香港の応用科技研究院(ASTRI)とナノ・先端材料研究院(NAMI)の合併が2026年4月に完了し、両機関が融合したAIおよび先端材料ソリューションが「LEAP East」で披露された。
香港の応用科技研究院(ASTRI)は、ナノ・先端材料研究院(NAMI)との合併による具体的な成果を上げ始めている。情報通信技術の専門知識と材料科学が組み合わさることで、ロボット工学やセンシング分野でのシステム向上につながっている。
ASTRIの最高技術責任者であるYing Huang博士は、今回の統合が学際的な研究を強化したと述べた。同氏は、AIが材料開発を加速させる仕組みを強調し、圧電材料とAI支援による光学センシングが連携して圧力や質感をより正確に検出する、ロボット向けセンシング技術を事例として挙げた。
政府のIoTプロジェクトで試験運用されたAI強化型ファイアウォールは、通信事業者が中小企業向けに提供する商用ルーターへと拡張された。LEAP Eastにおいて、ASTRIはサウジアラビアをはじめとする中東市場のパートナー企業と、プライバシー保護に配慮した検知システムの応用についても協議した。
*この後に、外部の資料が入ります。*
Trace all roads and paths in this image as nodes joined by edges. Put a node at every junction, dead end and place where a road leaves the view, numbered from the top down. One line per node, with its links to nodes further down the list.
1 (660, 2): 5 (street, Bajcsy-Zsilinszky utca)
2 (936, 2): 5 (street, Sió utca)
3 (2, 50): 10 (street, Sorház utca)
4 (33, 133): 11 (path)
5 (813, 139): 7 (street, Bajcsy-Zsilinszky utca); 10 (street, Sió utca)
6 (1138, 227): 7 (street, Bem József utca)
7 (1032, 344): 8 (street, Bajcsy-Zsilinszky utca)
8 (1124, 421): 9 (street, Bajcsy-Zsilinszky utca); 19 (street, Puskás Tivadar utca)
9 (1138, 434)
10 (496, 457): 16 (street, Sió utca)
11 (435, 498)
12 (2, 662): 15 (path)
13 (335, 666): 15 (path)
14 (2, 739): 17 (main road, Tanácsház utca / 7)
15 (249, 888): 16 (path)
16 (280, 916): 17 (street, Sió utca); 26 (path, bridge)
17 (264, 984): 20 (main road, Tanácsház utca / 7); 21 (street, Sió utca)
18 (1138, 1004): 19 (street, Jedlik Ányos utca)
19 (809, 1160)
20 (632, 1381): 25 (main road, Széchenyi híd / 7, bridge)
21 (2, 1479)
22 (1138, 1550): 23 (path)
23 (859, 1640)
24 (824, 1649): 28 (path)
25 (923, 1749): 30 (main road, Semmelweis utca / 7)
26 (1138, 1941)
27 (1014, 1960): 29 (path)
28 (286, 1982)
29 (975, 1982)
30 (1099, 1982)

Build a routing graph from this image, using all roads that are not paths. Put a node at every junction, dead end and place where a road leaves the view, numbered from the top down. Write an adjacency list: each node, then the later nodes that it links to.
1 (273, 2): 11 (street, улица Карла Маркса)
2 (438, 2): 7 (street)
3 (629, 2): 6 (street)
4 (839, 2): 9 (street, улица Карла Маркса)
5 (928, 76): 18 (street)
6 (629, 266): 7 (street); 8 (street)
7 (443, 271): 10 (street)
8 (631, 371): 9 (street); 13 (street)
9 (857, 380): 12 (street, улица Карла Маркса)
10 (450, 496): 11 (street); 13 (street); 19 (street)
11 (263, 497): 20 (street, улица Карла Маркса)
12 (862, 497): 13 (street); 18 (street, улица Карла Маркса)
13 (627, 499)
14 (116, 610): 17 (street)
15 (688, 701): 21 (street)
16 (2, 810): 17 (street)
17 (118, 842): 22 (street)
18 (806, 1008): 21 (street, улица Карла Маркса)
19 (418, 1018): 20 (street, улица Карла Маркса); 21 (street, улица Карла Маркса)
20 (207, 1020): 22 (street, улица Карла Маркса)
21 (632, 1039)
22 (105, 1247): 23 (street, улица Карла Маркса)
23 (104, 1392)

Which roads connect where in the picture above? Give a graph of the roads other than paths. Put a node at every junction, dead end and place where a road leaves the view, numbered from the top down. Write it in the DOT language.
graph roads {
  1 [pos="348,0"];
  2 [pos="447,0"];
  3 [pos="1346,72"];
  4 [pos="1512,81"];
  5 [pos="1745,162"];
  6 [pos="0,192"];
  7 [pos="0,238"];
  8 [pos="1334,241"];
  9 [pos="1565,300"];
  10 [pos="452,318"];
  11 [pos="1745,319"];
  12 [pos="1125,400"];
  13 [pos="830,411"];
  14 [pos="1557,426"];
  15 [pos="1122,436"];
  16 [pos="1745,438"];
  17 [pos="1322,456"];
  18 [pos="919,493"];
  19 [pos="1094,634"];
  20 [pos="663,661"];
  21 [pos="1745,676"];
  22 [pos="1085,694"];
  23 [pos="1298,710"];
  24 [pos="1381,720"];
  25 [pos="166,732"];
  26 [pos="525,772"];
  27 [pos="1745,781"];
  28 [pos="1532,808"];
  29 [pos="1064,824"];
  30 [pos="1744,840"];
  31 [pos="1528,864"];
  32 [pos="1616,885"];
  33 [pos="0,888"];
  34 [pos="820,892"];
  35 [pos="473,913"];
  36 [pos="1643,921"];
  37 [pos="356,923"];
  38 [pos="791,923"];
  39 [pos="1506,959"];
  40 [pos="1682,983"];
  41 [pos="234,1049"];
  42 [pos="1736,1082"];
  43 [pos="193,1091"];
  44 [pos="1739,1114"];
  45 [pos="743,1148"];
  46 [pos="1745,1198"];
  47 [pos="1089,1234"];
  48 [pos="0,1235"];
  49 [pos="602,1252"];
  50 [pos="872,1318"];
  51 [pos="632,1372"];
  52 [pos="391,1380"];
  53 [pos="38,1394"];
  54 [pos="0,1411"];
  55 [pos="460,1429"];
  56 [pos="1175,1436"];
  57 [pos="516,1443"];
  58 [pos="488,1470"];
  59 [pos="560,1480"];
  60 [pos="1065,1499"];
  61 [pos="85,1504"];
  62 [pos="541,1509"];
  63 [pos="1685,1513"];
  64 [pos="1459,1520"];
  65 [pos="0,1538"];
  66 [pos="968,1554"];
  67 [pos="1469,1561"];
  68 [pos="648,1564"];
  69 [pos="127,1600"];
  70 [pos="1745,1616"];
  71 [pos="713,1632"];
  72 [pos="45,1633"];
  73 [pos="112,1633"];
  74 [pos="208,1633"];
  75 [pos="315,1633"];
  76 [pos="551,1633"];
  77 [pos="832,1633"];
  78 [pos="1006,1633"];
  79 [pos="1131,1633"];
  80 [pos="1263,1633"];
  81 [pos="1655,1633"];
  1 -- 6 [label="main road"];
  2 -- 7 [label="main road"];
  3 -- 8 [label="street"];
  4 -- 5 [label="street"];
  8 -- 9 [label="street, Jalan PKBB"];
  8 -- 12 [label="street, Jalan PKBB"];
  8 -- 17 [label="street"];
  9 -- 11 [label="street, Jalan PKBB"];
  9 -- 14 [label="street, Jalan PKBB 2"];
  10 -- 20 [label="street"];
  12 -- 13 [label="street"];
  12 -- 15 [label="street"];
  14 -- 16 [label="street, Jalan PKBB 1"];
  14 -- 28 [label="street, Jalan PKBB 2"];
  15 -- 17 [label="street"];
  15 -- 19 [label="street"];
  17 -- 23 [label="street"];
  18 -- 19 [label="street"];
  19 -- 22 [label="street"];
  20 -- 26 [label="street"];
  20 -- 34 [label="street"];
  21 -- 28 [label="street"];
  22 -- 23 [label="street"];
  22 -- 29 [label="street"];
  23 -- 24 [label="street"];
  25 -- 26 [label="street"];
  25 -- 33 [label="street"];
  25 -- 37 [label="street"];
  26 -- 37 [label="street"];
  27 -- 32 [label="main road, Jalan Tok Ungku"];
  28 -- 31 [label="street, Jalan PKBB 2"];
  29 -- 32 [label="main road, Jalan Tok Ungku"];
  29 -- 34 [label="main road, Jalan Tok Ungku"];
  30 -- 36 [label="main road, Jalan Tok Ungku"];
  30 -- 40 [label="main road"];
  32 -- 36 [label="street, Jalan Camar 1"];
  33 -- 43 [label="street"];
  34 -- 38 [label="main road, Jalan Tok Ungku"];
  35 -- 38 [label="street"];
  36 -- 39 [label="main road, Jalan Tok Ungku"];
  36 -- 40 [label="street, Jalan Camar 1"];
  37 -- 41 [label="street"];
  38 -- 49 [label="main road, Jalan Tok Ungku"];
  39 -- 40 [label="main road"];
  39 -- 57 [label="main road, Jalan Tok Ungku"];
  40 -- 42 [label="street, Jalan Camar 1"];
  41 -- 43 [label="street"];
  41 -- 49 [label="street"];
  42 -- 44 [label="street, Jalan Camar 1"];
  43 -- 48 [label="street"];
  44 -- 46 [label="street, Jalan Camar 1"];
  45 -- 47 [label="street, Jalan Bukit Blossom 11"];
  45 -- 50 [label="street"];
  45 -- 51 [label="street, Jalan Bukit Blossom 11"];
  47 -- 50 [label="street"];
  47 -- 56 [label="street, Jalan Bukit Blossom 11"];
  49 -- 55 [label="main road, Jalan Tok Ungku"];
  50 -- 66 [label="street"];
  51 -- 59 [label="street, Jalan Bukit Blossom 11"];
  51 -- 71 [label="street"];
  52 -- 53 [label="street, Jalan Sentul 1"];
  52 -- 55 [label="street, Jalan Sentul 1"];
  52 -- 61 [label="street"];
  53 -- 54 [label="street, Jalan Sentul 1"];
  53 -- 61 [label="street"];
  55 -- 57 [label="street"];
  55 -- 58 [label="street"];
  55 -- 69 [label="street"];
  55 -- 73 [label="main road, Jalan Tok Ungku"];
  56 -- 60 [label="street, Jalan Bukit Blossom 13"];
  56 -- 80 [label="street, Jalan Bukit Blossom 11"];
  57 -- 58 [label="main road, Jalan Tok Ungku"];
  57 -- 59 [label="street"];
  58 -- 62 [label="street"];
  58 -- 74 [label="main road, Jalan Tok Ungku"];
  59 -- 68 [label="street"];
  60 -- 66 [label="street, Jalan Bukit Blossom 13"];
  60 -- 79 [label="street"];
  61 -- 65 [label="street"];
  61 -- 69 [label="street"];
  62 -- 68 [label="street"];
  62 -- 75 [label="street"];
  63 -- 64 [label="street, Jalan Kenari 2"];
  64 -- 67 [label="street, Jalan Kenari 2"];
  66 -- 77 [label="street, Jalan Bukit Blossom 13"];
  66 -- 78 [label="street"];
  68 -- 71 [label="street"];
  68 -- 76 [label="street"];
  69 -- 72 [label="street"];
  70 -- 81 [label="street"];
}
ASTRIの最高経営責任者であるTed Suen博士は、イベントの中で「物理AI(Physical AI)」へのシフトについて語った。現在、同研究所には約600人の研究スタッフが在籍しており、その8割以上が博士号または修士号を保持している。また、グレーターベイエリアや東南アジア全域で共同研究を継続している。